THE TASK:
If a line below includes the string "math", copy it.

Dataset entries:
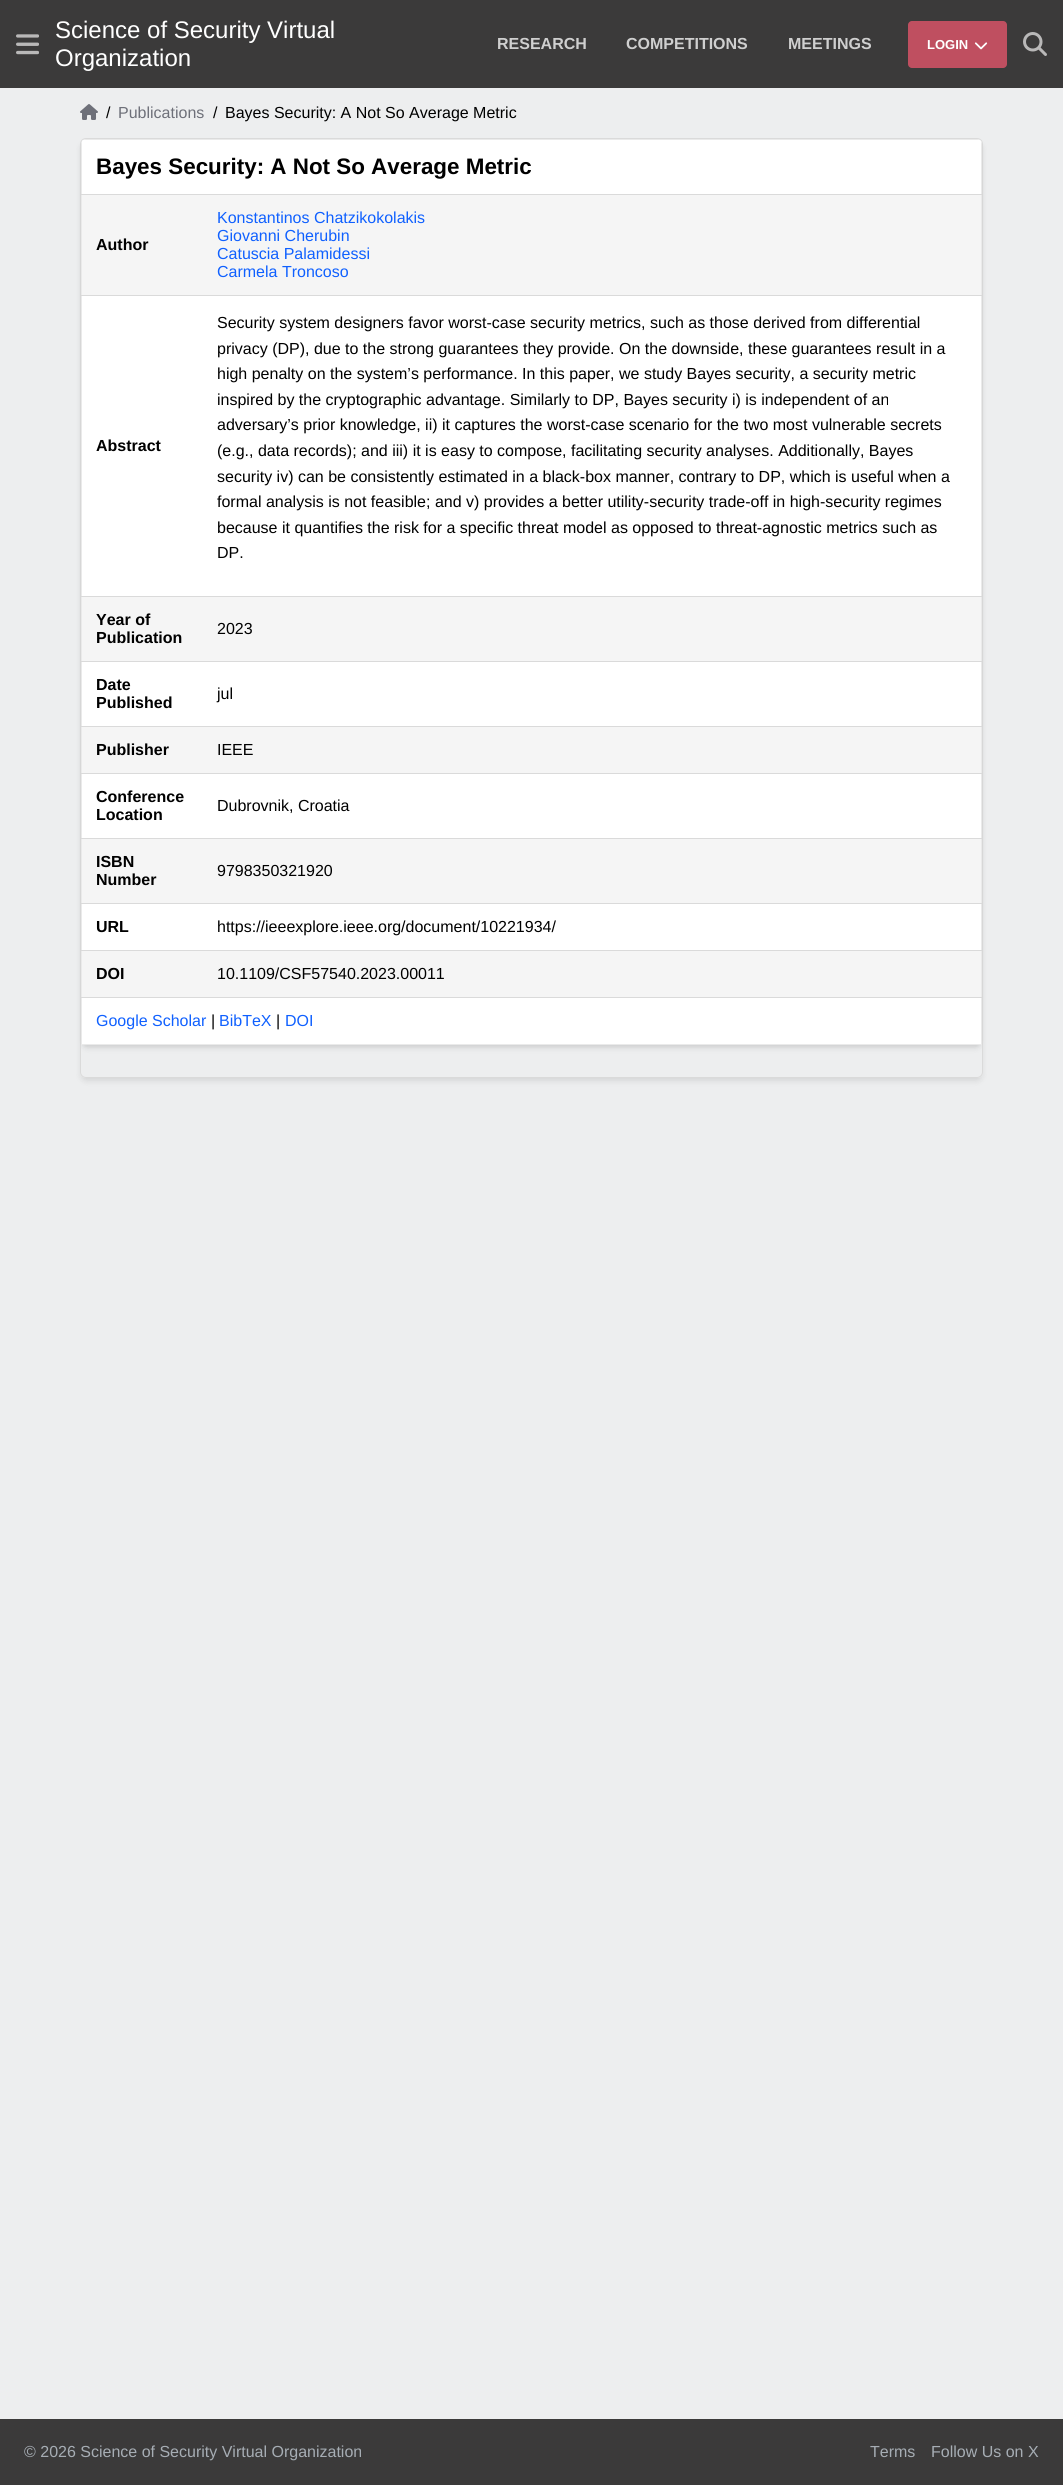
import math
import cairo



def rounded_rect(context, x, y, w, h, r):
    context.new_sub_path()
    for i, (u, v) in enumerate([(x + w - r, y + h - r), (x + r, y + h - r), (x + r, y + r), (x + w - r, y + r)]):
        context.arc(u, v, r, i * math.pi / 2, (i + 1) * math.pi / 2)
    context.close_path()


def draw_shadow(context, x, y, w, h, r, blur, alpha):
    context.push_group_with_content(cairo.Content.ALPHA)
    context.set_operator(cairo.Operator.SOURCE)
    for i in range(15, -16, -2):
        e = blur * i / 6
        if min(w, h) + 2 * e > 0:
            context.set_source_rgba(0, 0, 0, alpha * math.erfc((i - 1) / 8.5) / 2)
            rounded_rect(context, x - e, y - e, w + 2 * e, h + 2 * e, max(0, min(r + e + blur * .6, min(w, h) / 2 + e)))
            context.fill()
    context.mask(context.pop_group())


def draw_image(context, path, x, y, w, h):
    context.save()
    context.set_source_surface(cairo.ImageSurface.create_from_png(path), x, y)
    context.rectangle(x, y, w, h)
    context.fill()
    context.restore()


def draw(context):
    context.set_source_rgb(237 / 255, 238 / 255, 239 / 255)
    context.paint()
    context.set_source_rgb(59 / 255, 58 / 255, 58 / 255)
    context.rectangle(0, 0, 1063, 88)
    context.fill()
    draw_image(context, "images/1.png", 16, 34, 23, 21)
    context.set_source_rgb(191 / 255, 79 / 255, 96 / 255)
    rounded_rect(context, 908, 21, 99, 47, 4)
    context.fill()
    draw_image(context, "images/2.png", 974, 42, 14, 8)
    draw_image(context, "images/3.png", 1023, 32, 24, 24)
    draw_image(context, "images/4.png", 80, 104, 18, 16)
    context.save()
    context.set_fill_rule(cairo.FillRule.EVEN_ODD)
    context.new_path()
    context.move_to(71, 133)
    context.line_to(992, 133)
    context.line_to(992, 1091)
    context.line_to(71, 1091)
    context.close_path()
    context.move_to(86, 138)
    context.line_to(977, 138)
    context.curve_to(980.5, 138, 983, 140.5, 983, 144)
    context.line_to(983, 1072)
    context.curve_to(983, 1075.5, 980.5, 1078, 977, 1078)
    context.line_to(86, 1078)
    context.curve_to(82.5, 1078, 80, 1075.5, 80, 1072)
    context.line_to(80, 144)
    context.curve_to(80, 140.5, 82.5, 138, 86, 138)
    context.close_path()
    context.clip()
    context.set_source_rgb(0, 0, 0)
    draw_shadow(context, 81, 143, 901, 938, 5, 3, 0.1)
    context.restore()
    rounded_rect(context, 80.5, 138.5, 902, 939, 5.5)
    context.set_source_rgb(218 / 255, 218 / 255, 218 / 255)
    context.set_line_width(1)
    context.stroke()
    context.set_source_rgb(0, 0, 0)
    draw_shadow(context, 82, 142, 899, 904, 5, 2, 0.06)
    context.save()
    rounded_rect(context, 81, 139, 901, 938, 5)
    context.clip()
    draw_shadow(context, 82, 144, 899, 904, 5, 3, 0.1)
    context.restore()
    context.save()
    rounded_rect(context, 81, 139, 901, 938, 5)
    context.clip()
    context.set_source_rgb(1, 1, 1)
    rounded_rect(context, 81, 139, 901, 906, 6)
    context.fill()
    context.set_source_rgb(234 / 255, 234 / 255, 234 / 255)
    context.rectangle(81, 139, 901, 1)
    context.fill()
    context.set_source_rgb(1, 1, 1)
    context.rectangle(82, 140, 900, 54)
    context.fill()
    context.set_source_rgb(234 / 255, 234 / 255, 234 / 255)
    context.rectangle(981, 139, 1, 906)
    context.fill()
    context.restore()
    context.set_source_rgb(234 / 255, 234 / 255, 234 / 255)
    context.rectangle(81, 1044, 901, 1)
    context.fill()
    context.save()
    rounded_rect(context, 81, 139, 901, 938, 5)
    context.clip()
    context.rectangle(81, 139, 1, 906)
    context.fill()
    context.restore()
    context.set_source_rgb(218 / 255, 218 / 255, 218 / 255)
    context.rectangle(81, 194, 901, 1)
    context.fill()
    context.set_source_rgb(245 / 255, 245 / 255, 245 / 255)
    context.rectangle(82, 195, 899, 100)
    context.fill()
    context.set_source_rgb(218 / 255, 218 / 255, 218 / 255)
    context.rectangle(81, 295, 901, 1)
    context.fill()
    context.rectangle(81, 596, 901, 1)
    context.fill()
    context.set_source_rgb(245 / 255, 245 / 255, 245 / 255)
    context.rectangle(82, 597, 899, 64)
    context.fill()
    context.set_source_rgb(218 / 255, 218 / 255, 218 / 255)
    context.rectangle(81, 661, 901, 1)
    context.fill()
    context.rectangle(81, 726, 901, 1)
    context.fill()
    context.set_source_rgb(245 / 255, 245 / 255, 245 / 255)
    context.rectangle(82, 727, 899, 46)
    context.fill()
    context.set_source_rgb(218 / 255, 218 / 255, 218 / 255)
    context.rectangle(81, 773, 901, 1)
    context.fill()
    context.rectangle(81, 838, 901, 1)
    context.fill()
    context.set_source_rgb(245 / 255, 245 / 255, 245 / 255)
    context.rectangle(82, 839, 899, 64)
    context.fill()
    context.set_source_rgb(218 / 255, 218 / 255, 218 / 255)
    context.rectangle(81, 903, 901, 1)
    context.fill()
    context.rectangle(81, 950, 901, 1)
    context.fill()
    context.set_source_rgb(245 / 255, 245 / 255, 245 / 255)
    context.rectangle(82, 951, 899, 46)
    context.fill()
    context.set_source_rgb(218 / 255, 218 / 255, 218 / 255)
    context.rectangle(81, 997, 901, 1)
    context.fill()
    context.set_source_rgb(1, 1, 1)
    context.rectangle(82, 1042, 899, 2)
    context.fill()
    context.set_source_rgb(59 / 255, 58 / 255, 58 / 255)
    context.rectangle(0, 2419, 1063, 66)
    context.fill()
    context.select_font_face("Liberation Sans")
    context.set_font_size(24)
    context.set_source_rgb(1, 1, 1)
    context.move_to(55, 38)
    context.show_text("Science of Security Virtual")
    context.move_to(55, 66)
    context.show_text("Organization")
    context.select_font_face("Liberation Sans", cairo.FontSlant.NORMAL, cairo.FontWeight.BOLD)
    context.set_font_size(16)
    context.set_source_rgb(207 / 255, 207 / 255, 207 / 255)
    context.move_to(497, 49)
    context.show_text("RESEARCH")
    context.move_to(626, 49)
    context.show_text("COMPETITIONS")
    context.move_to(788, 49)
    context.show_text("MEETINGS")
    context.set_font_size(13)
    context.set_source_rgb(1, 1, 1)
    context.move_to(927, 49)
    context.show_text("LOGIN")
    context.select_font_face("Liberation Sans")
    context.set_font_size(16)
    context.set_source_rgb(0, 0, 0)
    context.move_to(106, 118)
    context.show_text("/")
    context.set_source_rgb(110 / 255, 112 / 255, 121 / 255)
    context.move_to(118, 118)
    context.show_text("Publications")
    context.set_source_rgb(0, 0, 0)
    context.move_to(213, 118)
    context.show_text("/")
    context.move_to(225, 118)
    context.show_text("Bayes Security: A Not So Average Metric")
    context.select_font_face("Liberation Sans", cairo.FontSlant.NORMAL, cairo.FontWeight.BOLD)
    context.set_font_size(22.4)
    context.move_to(96, 174)
    context.show_text("Bayes Security: A Not So Average Metric")
    context.set_font_size(16)
    context.move_to(96, 250)
    context.show_text("Author")
    context.select_font_face("Liberation Sans")
    context.set_source_rgb(15 / 255, 96 / 255, 1)
    context.move_to(217, 223)
    context.show_text("Konstantinos Chatzikokolakis")
    context.move_to(217, 241)
    context.show_text("Giovanni Cherubin")
    context.move_to(217, 259)
    context.show_text("Catuscia Palamidessi")
    context.move_to(217, 277)
    context.show_text("Carmela Troncoso")
    context.select_font_face("Liberation Sans", cairo.FontSlant.NORMAL, cairo.FontWeight.BOLD)
    context.set_source_rgb(0, 0, 0)
    context.move_to(96, 451)
    context.show_text("Abstract")
    context.select_font_face("Liberation Sans")
    context.move_to(217, 328)
    context.show_text("Security system designers favor worst-case security metrics, such as those derived from differential")
    context.move_to(217, 354)
    context.show_text("privacy (DP), due to the strong guarantees they provide. On the downside, these guarantees result in a")
    context.move_to(217, 379)
    context.show_text("high penalty on the system’s performance. In this paper, we study Bayes security, a security metric")
    context.move_to(217, 405)
    context.show_text("inspired by the cryptographic advantage. Similarly to DP, Bayes security i) is independent of an")
    context.move_to(217, 430)
    context.show_text("adversary’s prior knowledge, ii) it captures the worst-case scenario for the two most vulnerable secrets")
    context.move_to(217, 456)
    context.show_text("(e.g., data records); and iii) it is easy to compose, facilitating security analyses. Additionally, Bayes")
    context.move_to(217, 482)
    context.show_text("security iv) can be consistently estimated in a black-box manner, contrary to DP, which is useful when a")
    context.move_to(217, 507)
    context.show_text("formal analysis is not feasible; and v) provides a better utility-security trade-off in high-security regimes")
    context.move_to(217, 533)
    context.show_text("because it quantiﬁes the risk for a speciﬁc threat model as opposed to threat-agnostic metrics such as")
    context.move_to(217, 558)
    context.show_text("DP.")
    context.select_font_face("Liberation Sans", cairo.FontSlant.NORMAL, cairo.FontWeight.BOLD)
    context.move_to(96, 625)
    context.show_text("Year of")
    context.move_to(96, 643)
    context.show_text("Publication")
    context.select_font_face("Liberation Sans")
    context.move_to(217, 634)
    context.show_text("2023")
    context.select_font_face("Liberation Sans", cairo.FontSlant.NORMAL, cairo.FontWeight.BOLD)
    context.move_to(96, 690)
    context.show_text("Date")
    context.move_to(96, 708)
    context.show_text("Published")
    context.select_font_face("Liberation Sans")
    context.move_to(217, 699)
    context.show_text("jul")
    context.select_font_face("Liberation Sans", cairo.FontSlant.NORMAL, cairo.FontWeight.BOLD)
    context.move_to(96, 755)
    context.show_text("Publisher")
    context.select_font_face("Liberation Sans")
    context.move_to(217, 755)
    context.show_text("IEEE")
    context.select_font_face("Liberation Sans", cairo.FontSlant.NORMAL, cairo.FontWeight.BOLD)
    context.move_to(96, 802)
    context.show_text("Conference")
    context.move_to(96, 820)
    context.show_text("Location")
    context.select_font_face("Liberation Sans")
    context.move_to(217, 811)
    context.show_text("Dubrovnik, Croatia")
    context.select_font_face("Liberation Sans", cairo.FontSlant.NORMAL, cairo.FontWeight.BOLD)
    context.move_to(96, 867)
    context.show_text("ISBN")
    context.move_to(96, 885)
    context.show_text("Number")
    context.select_font_face("Liberation Sans")
    context.move_to(217, 876)
    context.show_text("9798350321920")
    context.select_font_face("Liberation Sans", cairo.FontSlant.NORMAL, cairo.FontWeight.BOLD)
    context.move_to(96, 932)
    context.show_text("URL")
    context.select_font_face("Liberation Sans")
    context.move_to(217, 932)
    context.show_text("https://ieeexplore.ieee.org/document/10221934/")
    context.select_font_face("Liberation Sans", cairo.FontSlant.NORMAL, cairo.FontWeight.BOLD)
    context.move_to(96, 979)
    context.show_text("DOI")
    context.select_font_face("Liberation Sans")
    context.move_to(217, 979)
    context.show_text("10.1109/CSF57540.2023.00011")
    context.set_source_rgb(15 / 255, 96 / 255, 1)
    context.move_to(96, 1026)
    context.show_text("Google Scholar")
    context.set_source_rgb(0, 0, 0)
    context.move_to(211, 1026)
    context.show_text("|")
    context.set_source_rgb(15 / 255, 96 / 255, 1)
    context.move_to(219, 1026)
    context.show_text("BibTeX")
    context.set_source_rgb(0, 0, 0)
    context.move_to(276, 1026)
    context.show_text("|")
    context.set_source_rgb(15 / 255, 96 / 255, 1)
    context.move_to(285, 1026)
    context.show_text("DOI")
    context.set_source_rgb(166 / 255, 173 / 255, 180 / 255)
    context.move_to(24, 2457)
    context.show_text("© 2026 Science of Security Virtual Organization")
    context.move_to(870, 2457)
    context.show_text("Terms")
    context.move_to(931, 2457)
    context.show_text("Follow Us on X")


surface = cairo.ImageSurface(cairo.Format.RGB24, 1063, 2485)
context = cairo.Context(surface)
options = cairo.FontOptions()
options.set_hint_metrics(cairo.HintMetrics.OFF)
options.set_hint_style(cairo.HintStyle.NONE)
context.set_font_options(options)
context.set_miter_limit(4)
draw(context)
surface.write_to_png("out.png")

ANSWER TO THE PROBLEM:
import math
        context.arc(u, v, r, i * math.pi / 2, (i + 1) * math.pi / 2)
            context.set_source_rgba(0, 0, 0, alpha * math.erfc((i - 1) / 8.5) / 2)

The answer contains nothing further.